▶ [Work required]: Exact transcription of the data below is required, without the images.

▶ [Entries provided]:
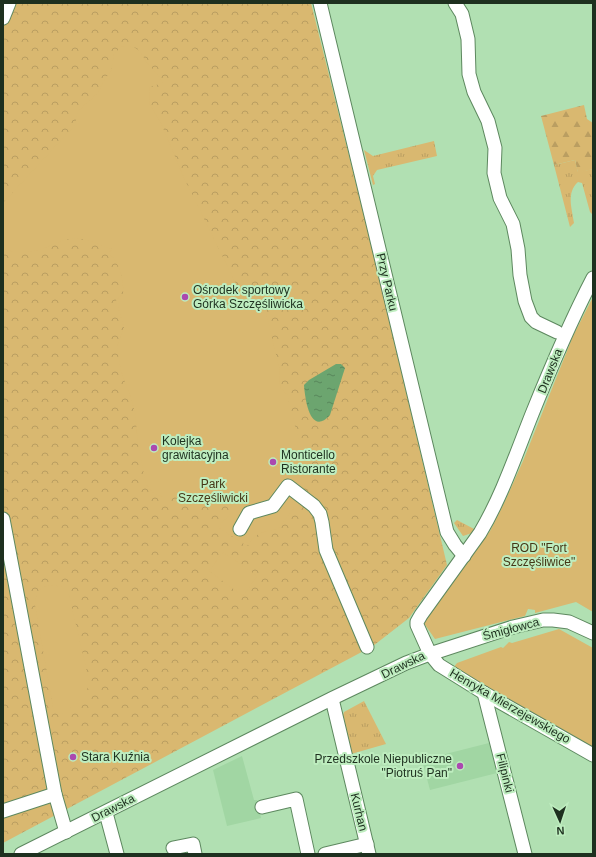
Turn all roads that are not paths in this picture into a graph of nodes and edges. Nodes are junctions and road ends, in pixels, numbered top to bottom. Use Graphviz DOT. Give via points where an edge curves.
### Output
graph roads {
  1 [pos="9,3"];
  2 [pos="320,3"];
  3 [pos="455,3"];
  4 [pos="3,18"];
  5 [pos="593,278"];
  6 [pos="557,332"];
  7 [pos="3,519"];
  8 [pos="240,529"];
  9 [pos="464,556"];
  10 [pos="593,632"];
  11 [pos="367,647"];
  12 [pos="430,654"];
  13 [pos="484,693"];
  14 [pos="332,699"];
  15 [pos="593,755"];
  16 [pos="55,794"];
  17 [pos="262,807"];
  18 [pos="3,811"];
  19 [pos="106,812"];
  20 [pos="66,832"];
  21 [pos="173,848"];
  22 [pos="368,849"];
  23 [pos="21,854"];
  24 [pos="117,854"];
  25 [pos="195,854"];
  26 [pos="308,854"];
  27 [pos="326,854"];
  28 [pos="525,854"];
  1 -- 4 [label="street"];
  2 -- 9 [label="street, Przy Parku" via="446,532"];
  3 -- 6 [label="street" via="462,14 468,39 469,74 474,92 488,121 495,148 494,173 500,198 512,224 525,301 531,317 536,322"];
  5 -- 9 [label="street, Drawska" via="564,335 495,505"];
  7 -- 16 [label="street"];
  8 -- 11 [label="street" via="249,513 273,506 288,486 314,506 320,514 326,550"];
  9 -- 12 [label="street, Drawska" via="417,622"];
  10 -- 12 [label="street, Śmigłowca" via="569,622 543,620"];
  12 -- 13 [label="street, Henryka Mierzejewskiego" via="439,665"];
  12 -- 14 [label="street, Drawska"];
  13 -- 15 [label="street, Henryka Mierzejewskiego"];
  13 -- 28 [label="street, Filipinki"];
  14 -- 19 [label="street, Drawska"];
  14 -- 22 [label="street, Kurhan"];
  16 -- 18 [label="street"];
  16 -- 20 [label="street"];
  17 -- 26 [label="street" via="296,798"];
  19 -- 20 [label="street, Drawska"];
  19 -- 24 [label="street"];
  20 -- 23 [label="street, Drawska"];
  21 -- 25 [label="street" via="193,844"];
  22 -- 27 [label="street"];
}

▶ [Exercise response]:
Turn all roads that are not paths in this picture into a graph of nodes and edges. Nodes are junctions and road ends, in pixels, numbered top to bottom. Use Graphviz DOT. Give via points where an edge curves.
### Output
graph roads {
  1 [pos="9,3"];
  2 [pos="320,3"];
  3 [pos="455,3"];
  4 [pos="3,18"];
  5 [pos="593,278"];
  6 [pos="557,332"];
  7 [pos="3,519"];
  8 [pos="240,529"];
  9 [pos="464,556"];
  10 [pos="593,632"];
  11 [pos="367,647"];
  12 [pos="430,654"];
  13 [pos="484,693"];
  14 [pos="332,699"];
  15 [pos="593,755"];
  16 [pos="55,794"];
  17 [pos="262,807"];
  18 [pos="3,811"];
  19 [pos="106,812"];
  20 [pos="66,832"];
  21 [pos="173,848"];
  22 [pos="368,849"];
  23 [pos="21,854"];
  24 [pos="117,854"];
  25 [pos="195,854"];
  26 [pos="308,854"];
  27 [pos="326,854"];
  28 [pos="525,854"];
  1 -- 4 [label="street"];
  2 -- 9 [label="street, Przy Parku" via="446,532"];
  3 -- 6 [label="street" via="462,14 468,39 469,74 474,92 488,121 495,148 494,173 500,198 512,224 525,301 531,317 536,322"];
  5 -- 9 [label="street, Drawska" via="564,335 495,505"];
  7 -- 16 [label="street"];
  8 -- 11 [label="street" via="249,513 273,506 288,486 314,506 320,514 326,550"];
  9 -- 12 [label="street, Drawska" via="417,622"];
  10 -- 12 [label="street, Śmigłowca" via="569,622 543,620"];
  12 -- 13 [label="street, Henryka Mierzejewskiego" via="439,665"];
  12 -- 14 [label="street, Drawska"];
  13 -- 15 [label="street, Henryka Mierzejewskiego"];
  13 -- 28 [label="street, Filipinki"];
  14 -- 19 [label="street, Drawska"];
  14 -- 22 [label="street, Kurhan"];
  16 -- 18 [label="street"];
  16 -- 20 [label="street"];
  17 -- 26 [label="street" via="296,798"];
  19 -- 20 [label="street, Drawska"];
  19 -- 24 [label="street"];
  20 -- 23 [label="street, Drawska"];
  21 -- 25 [label="street" via="193,844"];
  22 -- 27 [label="street"];
}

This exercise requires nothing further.